If some congressional Republicans now seem to be standing up to the unpopular Mr. Bush, you can rest assured they haven’t abandoned his agenda. The only way they can continue to advance his agenda is to get re-elected in November.
The Republican Congress is still busy writing blank checks for George W. Bush:
Imagine being stopped for speeding and having the local legislature raise the limit so you won’t have to pay the fine. It sounds absurd, but it’s just what is happening to the 28-year-old law that prohibits the president from spying on Americans without getting a warrant from a judge.
It’s a familiar pattern. President Bush ignores the Constitution and the laws of the land, and the cowardly, rigidly partisan majority in Congress helps him out by rewriting the laws he’s broken.
In 2004, to take one particularly disturbing example, Congress learned that American troops were abusing, torturing and killing prisoners, and that the administration was illegally detaining hundreds of people at camps around the world. The chairman of the Senate Armed Services Committee, John Warner, huffed and puffed about the abuse, but did nothing. And when the courts said the detention camps do fall under the laws of the land, compliant lawmakers simply changed them.

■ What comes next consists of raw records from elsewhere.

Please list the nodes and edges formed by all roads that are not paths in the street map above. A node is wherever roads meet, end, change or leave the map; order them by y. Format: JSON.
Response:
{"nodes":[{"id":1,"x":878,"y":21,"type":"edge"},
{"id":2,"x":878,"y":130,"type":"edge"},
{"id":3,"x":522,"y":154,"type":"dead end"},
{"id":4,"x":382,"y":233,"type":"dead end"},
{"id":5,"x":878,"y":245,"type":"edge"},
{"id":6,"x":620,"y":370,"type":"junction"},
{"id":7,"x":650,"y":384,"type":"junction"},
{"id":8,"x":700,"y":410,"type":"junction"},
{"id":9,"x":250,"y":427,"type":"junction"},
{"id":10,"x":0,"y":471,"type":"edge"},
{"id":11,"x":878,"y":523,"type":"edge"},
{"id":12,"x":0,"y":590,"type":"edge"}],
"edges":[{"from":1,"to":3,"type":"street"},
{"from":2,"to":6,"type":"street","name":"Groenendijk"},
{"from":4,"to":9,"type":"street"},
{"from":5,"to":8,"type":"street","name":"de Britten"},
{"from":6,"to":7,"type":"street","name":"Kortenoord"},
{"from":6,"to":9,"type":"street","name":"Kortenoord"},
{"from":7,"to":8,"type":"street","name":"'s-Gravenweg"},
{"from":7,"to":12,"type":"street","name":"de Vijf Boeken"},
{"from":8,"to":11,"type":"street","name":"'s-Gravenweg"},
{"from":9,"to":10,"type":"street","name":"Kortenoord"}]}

Now the response of Congress to Mr. Bush’s domestic wiretapping scheme is following the same pattern, only worse.
At first, lawmakers expressed outrage at the warrantless domestic spying, and some Democrats and a few Republicans still want a full investigation. But the Republican leadership has already reverted to form. Senator Arlen Specter, the chairman of the Judiciary Committee, has held one investigative hearing, notable primarily for Attorney General Alberto Gonzales’s refusal to answer questions.
Mr. Specter then loyally produced a bill that actually grants legal cover, retroactively, to the one spying program Mr. Bush has acknowledged. It also covers any other illegal wiretapping we don’t know about — including, it appears, entire “programs” that could cover hundreds, thousands or millions of unknowing people.
Mr. Specter’s bill at least offers the veneer of judicial oversight from the Foreign Intelligence Surveillance Court. A far more noxious proposal being floated by Senator Mike DeWine, Republican of Ohio, would entirely remove intelligence gathering related to terrorism from the law on spying, known as the Foreign Intelligence Surveillance Act.
…
The administration has assured the nation it had plenty of good reason, but there’s no way for Congress to know, since it has been denied information on the details of the wiretap program. And Senator Pat Roberts, the chairman of the Intelligence Committee, seems bent on making sure it stays that way. He has refused to permit a vote on whether to investigate the spying scandal.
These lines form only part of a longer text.